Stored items
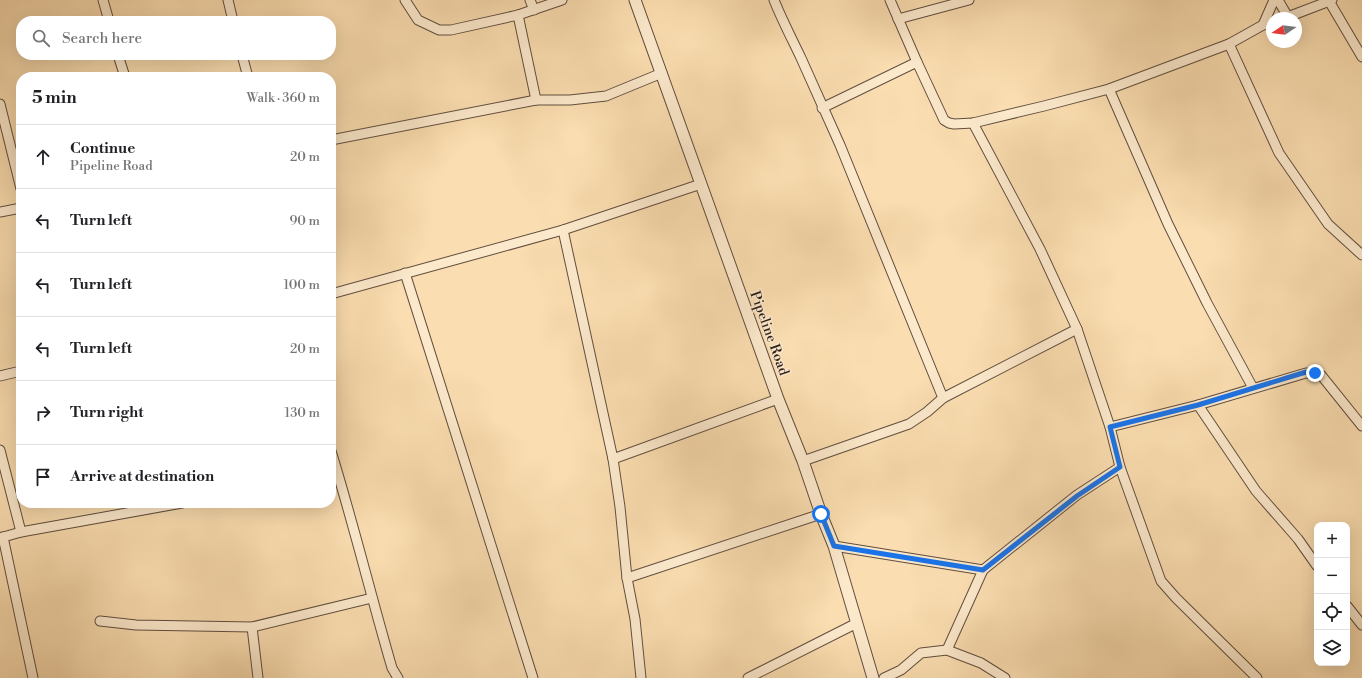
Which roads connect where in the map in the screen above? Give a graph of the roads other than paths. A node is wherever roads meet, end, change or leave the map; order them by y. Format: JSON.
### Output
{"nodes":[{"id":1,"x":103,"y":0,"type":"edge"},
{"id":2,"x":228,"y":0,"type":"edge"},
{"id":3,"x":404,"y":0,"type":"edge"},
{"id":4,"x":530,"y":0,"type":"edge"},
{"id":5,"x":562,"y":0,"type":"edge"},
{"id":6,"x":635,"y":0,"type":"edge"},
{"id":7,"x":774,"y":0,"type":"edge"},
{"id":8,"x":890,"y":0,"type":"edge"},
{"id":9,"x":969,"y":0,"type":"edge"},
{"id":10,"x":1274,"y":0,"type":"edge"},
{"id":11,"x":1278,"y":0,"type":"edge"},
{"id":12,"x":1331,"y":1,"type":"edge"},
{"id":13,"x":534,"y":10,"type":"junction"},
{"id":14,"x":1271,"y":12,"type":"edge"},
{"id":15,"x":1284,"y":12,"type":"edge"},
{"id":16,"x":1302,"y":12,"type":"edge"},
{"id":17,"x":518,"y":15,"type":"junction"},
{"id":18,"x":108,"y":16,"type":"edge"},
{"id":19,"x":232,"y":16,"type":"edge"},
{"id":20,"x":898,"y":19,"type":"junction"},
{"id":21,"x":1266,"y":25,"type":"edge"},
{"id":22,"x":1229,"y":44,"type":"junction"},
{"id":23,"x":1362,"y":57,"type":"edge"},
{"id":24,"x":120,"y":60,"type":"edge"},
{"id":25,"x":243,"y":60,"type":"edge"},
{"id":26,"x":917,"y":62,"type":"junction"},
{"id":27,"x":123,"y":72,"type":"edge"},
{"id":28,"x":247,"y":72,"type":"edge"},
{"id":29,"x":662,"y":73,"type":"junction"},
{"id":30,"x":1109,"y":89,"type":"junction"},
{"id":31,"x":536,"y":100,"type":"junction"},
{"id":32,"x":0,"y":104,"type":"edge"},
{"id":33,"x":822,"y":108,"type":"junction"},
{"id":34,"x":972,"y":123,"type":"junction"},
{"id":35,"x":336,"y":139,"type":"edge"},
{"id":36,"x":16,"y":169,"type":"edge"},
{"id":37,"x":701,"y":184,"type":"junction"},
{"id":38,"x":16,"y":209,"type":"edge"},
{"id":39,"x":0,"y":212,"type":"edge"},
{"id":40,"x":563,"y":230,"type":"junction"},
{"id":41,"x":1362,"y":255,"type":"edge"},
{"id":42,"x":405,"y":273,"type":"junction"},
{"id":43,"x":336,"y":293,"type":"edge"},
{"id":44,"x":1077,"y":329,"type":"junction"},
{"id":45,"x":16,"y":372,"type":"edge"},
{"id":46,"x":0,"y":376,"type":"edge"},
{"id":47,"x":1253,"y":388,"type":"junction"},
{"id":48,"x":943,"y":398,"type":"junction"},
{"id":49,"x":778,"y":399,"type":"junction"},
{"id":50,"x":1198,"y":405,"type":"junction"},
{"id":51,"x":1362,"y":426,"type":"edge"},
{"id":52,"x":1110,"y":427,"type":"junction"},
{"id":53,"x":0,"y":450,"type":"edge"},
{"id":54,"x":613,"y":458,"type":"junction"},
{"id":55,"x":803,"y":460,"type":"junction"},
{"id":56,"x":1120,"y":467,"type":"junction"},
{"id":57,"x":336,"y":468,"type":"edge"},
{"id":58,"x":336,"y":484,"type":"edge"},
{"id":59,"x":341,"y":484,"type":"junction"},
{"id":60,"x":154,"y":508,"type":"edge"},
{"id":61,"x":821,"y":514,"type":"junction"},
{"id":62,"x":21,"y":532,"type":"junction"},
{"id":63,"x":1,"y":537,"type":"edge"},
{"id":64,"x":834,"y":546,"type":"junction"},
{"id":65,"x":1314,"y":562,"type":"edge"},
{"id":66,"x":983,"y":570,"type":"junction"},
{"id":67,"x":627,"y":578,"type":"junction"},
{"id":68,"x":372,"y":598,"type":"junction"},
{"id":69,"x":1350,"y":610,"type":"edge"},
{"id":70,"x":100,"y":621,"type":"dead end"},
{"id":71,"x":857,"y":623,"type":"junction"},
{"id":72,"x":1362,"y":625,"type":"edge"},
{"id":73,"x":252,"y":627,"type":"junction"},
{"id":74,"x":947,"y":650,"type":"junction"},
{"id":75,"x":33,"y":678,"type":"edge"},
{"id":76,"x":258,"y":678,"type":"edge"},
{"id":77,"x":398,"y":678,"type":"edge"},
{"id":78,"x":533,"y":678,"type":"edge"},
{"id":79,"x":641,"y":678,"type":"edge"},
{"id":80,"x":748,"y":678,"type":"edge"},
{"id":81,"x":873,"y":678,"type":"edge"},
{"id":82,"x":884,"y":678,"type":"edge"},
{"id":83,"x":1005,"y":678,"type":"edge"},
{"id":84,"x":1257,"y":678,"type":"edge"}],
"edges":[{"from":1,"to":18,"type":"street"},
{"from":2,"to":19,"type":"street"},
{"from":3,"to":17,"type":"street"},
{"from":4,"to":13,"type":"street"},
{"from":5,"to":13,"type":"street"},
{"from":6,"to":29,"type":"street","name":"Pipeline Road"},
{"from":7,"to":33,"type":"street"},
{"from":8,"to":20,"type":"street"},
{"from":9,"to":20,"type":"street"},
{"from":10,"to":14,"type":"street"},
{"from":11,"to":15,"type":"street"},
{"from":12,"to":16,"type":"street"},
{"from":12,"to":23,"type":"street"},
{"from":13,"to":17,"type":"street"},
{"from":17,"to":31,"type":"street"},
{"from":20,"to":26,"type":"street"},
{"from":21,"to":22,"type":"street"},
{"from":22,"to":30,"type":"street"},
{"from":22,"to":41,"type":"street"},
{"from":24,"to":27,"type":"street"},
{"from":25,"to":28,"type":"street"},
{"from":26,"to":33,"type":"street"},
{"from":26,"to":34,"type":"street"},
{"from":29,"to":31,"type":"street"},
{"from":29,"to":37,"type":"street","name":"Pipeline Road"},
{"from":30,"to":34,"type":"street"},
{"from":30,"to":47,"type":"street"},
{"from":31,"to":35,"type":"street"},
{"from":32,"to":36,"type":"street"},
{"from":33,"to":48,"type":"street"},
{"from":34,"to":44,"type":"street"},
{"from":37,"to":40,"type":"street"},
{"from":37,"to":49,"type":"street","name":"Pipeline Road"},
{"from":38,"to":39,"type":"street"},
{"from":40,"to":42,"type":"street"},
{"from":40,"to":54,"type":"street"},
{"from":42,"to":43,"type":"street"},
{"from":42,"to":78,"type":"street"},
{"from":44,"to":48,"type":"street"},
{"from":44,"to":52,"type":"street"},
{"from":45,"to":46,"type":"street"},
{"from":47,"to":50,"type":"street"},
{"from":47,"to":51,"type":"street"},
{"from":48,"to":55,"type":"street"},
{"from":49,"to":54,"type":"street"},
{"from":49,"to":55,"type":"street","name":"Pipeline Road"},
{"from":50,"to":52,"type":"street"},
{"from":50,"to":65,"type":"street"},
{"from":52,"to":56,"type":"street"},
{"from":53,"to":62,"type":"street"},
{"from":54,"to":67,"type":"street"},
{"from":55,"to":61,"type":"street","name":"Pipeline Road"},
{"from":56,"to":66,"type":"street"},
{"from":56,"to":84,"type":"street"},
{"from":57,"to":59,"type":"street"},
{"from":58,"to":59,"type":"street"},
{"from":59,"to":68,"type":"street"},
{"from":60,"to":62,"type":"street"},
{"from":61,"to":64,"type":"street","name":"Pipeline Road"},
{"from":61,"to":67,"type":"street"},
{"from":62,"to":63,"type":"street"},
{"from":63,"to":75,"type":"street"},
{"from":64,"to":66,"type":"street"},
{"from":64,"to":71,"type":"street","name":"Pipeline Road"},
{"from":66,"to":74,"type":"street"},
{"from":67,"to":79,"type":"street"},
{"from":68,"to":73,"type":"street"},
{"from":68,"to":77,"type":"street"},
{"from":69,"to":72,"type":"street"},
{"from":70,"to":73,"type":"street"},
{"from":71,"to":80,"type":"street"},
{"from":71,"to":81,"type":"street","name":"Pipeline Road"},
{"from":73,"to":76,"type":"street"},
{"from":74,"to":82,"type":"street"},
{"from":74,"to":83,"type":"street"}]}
==
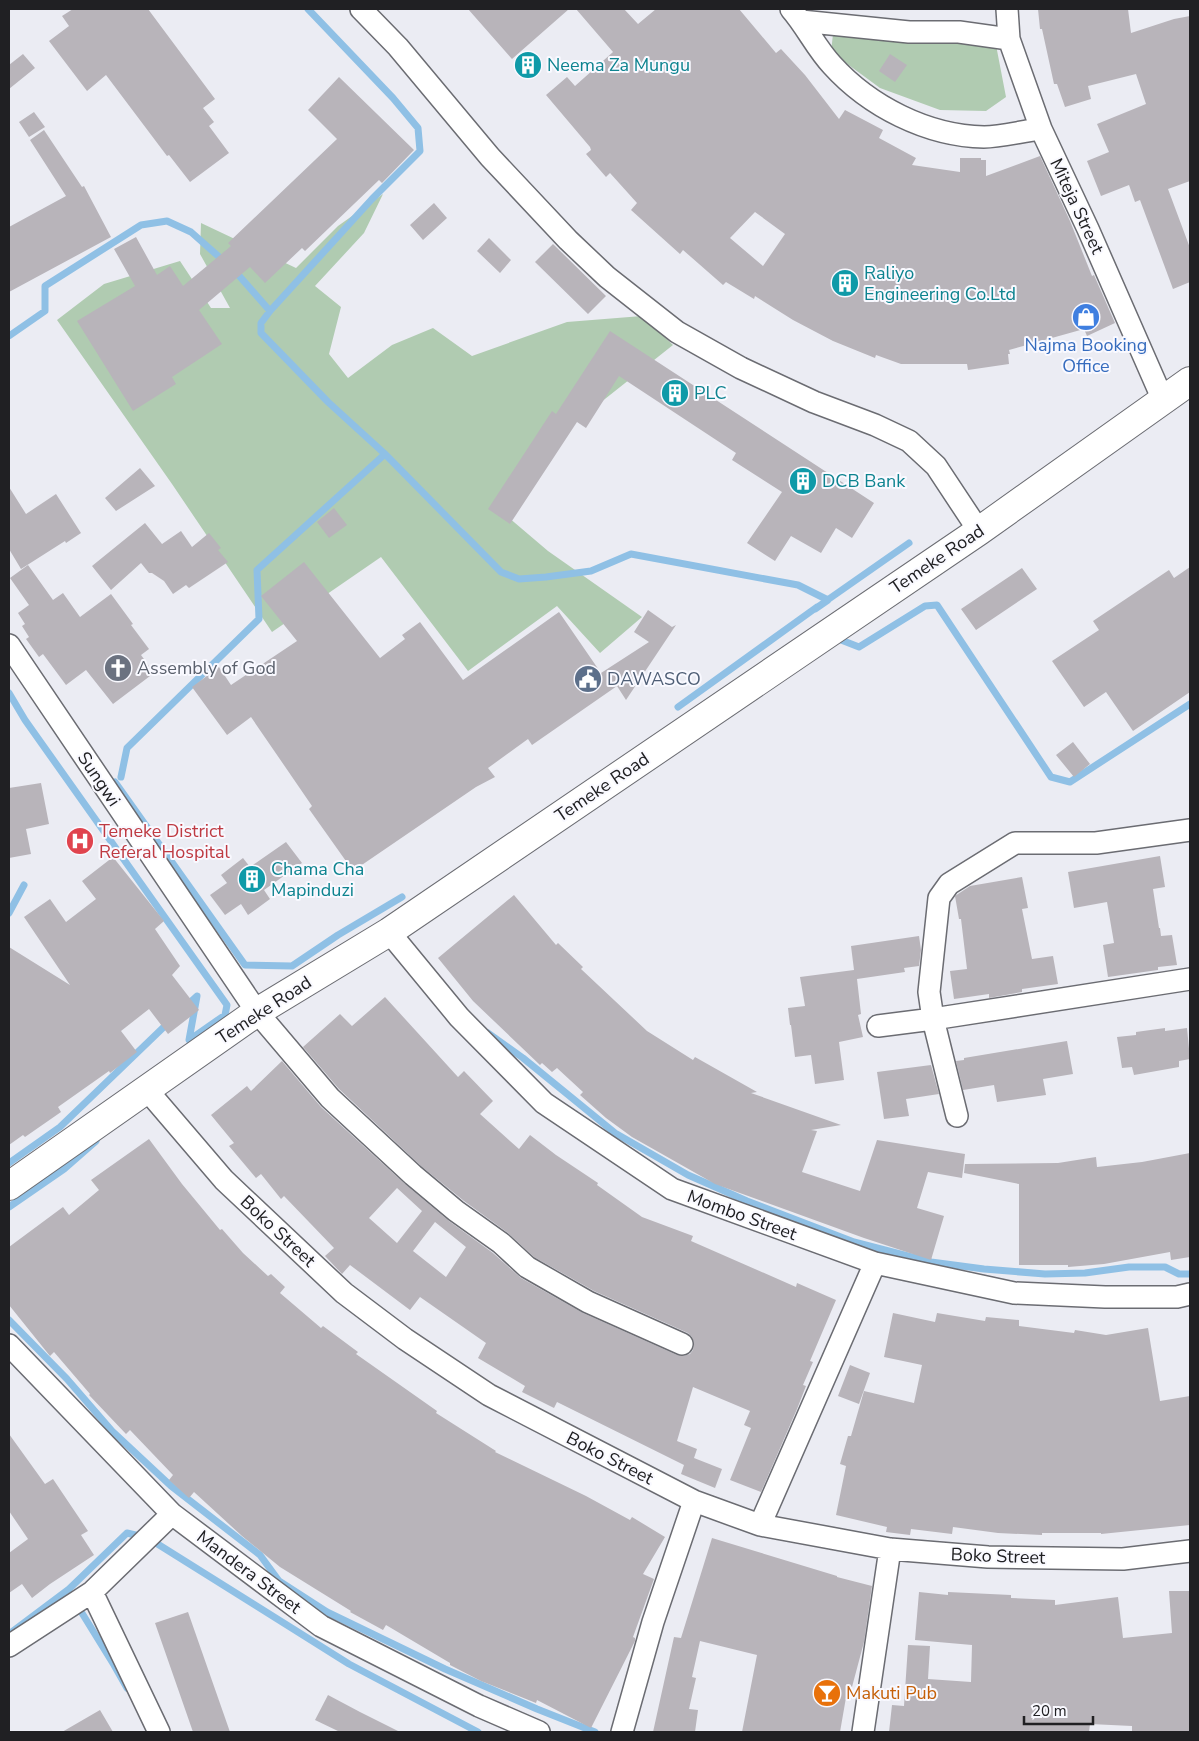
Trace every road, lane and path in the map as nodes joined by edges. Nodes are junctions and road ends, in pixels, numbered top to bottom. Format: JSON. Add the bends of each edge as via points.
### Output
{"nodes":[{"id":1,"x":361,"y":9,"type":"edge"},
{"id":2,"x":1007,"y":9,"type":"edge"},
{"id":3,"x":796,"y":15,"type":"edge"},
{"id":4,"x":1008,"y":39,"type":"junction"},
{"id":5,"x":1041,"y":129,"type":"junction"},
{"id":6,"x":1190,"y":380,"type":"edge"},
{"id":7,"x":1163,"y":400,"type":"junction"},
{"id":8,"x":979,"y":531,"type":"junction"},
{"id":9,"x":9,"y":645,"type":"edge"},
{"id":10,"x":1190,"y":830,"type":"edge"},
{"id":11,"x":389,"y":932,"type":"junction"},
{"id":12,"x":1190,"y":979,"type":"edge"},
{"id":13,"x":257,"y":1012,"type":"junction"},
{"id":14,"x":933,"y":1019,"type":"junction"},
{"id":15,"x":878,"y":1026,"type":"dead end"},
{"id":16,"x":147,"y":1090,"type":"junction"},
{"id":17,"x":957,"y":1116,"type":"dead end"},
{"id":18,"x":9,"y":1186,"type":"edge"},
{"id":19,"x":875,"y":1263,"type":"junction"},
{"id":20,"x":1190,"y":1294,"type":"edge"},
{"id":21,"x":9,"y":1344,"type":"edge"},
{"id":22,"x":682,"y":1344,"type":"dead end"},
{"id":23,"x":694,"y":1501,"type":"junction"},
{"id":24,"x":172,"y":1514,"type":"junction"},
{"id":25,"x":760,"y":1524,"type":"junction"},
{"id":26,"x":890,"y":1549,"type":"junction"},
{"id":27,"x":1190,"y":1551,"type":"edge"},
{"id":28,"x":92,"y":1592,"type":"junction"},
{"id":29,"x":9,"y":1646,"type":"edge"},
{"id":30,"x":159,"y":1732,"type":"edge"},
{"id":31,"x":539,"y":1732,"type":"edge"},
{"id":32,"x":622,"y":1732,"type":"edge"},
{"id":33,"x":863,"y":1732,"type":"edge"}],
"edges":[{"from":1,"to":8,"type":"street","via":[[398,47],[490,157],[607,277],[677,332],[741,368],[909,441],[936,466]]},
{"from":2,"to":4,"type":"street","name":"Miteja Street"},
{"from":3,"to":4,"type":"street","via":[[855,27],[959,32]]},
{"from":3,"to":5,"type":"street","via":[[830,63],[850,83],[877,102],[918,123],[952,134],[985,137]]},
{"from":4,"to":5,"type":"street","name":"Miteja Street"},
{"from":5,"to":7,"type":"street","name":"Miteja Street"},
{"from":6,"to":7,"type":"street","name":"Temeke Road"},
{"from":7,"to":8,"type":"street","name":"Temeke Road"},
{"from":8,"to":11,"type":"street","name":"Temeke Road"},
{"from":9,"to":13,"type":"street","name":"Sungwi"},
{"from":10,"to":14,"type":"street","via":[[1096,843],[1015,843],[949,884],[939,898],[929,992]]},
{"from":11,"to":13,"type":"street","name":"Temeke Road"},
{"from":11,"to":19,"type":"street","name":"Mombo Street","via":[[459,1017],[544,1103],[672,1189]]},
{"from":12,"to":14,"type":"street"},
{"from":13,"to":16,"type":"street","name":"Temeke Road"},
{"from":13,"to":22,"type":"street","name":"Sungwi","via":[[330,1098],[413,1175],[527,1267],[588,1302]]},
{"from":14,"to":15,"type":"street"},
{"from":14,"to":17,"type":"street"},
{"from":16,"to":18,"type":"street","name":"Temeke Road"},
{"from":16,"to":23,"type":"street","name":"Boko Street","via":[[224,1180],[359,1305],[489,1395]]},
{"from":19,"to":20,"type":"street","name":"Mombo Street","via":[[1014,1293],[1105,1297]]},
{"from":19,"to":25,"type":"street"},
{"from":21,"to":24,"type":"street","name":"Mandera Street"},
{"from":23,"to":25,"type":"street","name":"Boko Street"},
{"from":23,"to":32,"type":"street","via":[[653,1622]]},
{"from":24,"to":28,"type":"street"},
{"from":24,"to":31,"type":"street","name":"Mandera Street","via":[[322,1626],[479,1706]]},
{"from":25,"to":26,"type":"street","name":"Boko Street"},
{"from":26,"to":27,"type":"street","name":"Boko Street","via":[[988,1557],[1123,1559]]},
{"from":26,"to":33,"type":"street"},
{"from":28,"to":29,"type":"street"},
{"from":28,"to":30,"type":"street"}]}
--
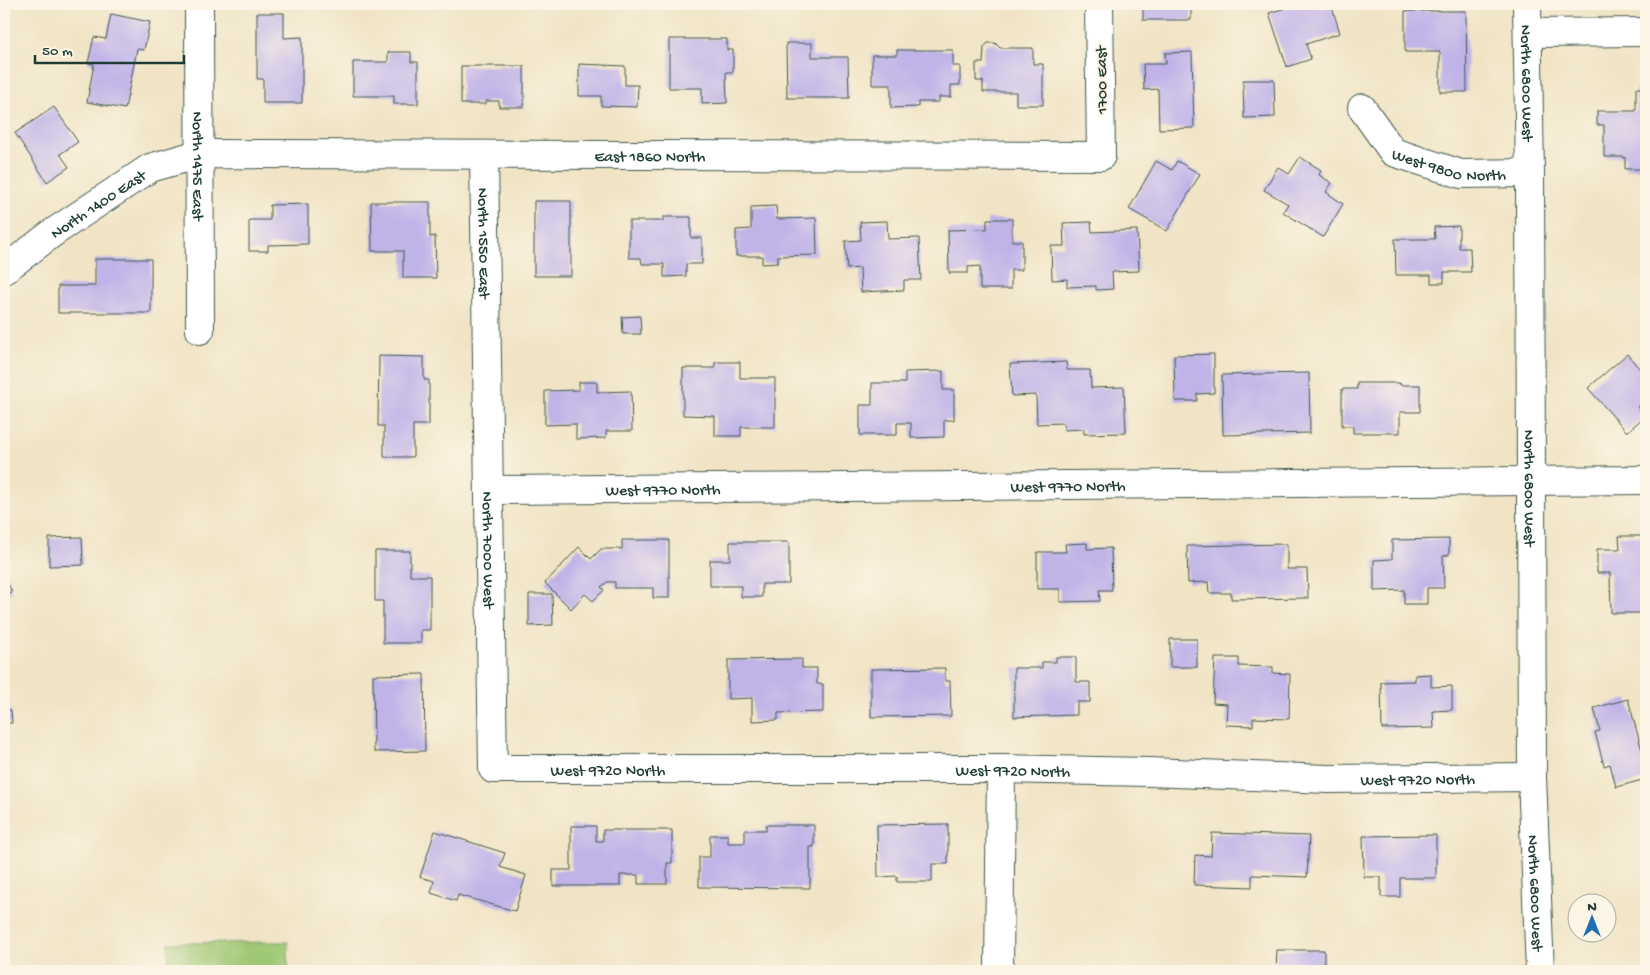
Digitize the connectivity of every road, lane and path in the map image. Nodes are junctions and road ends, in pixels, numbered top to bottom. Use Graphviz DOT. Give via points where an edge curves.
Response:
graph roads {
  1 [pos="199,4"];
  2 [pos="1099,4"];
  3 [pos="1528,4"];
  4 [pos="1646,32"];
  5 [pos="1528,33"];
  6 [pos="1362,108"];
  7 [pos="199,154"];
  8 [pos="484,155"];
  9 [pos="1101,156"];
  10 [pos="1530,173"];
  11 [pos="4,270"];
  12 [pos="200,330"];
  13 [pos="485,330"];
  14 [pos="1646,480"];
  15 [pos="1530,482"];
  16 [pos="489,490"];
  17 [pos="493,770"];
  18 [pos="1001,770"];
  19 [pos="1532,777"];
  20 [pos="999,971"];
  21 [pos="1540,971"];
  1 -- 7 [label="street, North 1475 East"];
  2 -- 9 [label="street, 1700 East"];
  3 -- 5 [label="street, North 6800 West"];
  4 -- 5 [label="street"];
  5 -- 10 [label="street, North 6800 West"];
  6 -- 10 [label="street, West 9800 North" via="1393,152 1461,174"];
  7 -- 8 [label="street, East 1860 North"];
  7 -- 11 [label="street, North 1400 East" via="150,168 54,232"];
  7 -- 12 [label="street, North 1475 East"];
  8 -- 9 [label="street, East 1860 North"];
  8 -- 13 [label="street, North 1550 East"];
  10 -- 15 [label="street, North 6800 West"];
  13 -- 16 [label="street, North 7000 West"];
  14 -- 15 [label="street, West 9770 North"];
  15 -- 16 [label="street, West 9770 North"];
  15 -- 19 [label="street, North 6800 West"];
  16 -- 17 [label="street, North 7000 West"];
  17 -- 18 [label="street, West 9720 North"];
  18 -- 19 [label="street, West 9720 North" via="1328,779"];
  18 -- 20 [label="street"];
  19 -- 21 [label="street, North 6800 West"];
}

_TASK:_
Return every line from the entries above that includes the word "dead".

_ANSWER FOR THE TASK:_
{"id":70,"x":100,"y":621,"type":"dead end"},
{"id":15,"x":878,"y":1026,"type":"dead end"},
{"id":17,"x":957,"y":1116,"type":"dead end"},
{"id":22,"x":682,"y":1344,"type":"dead end"},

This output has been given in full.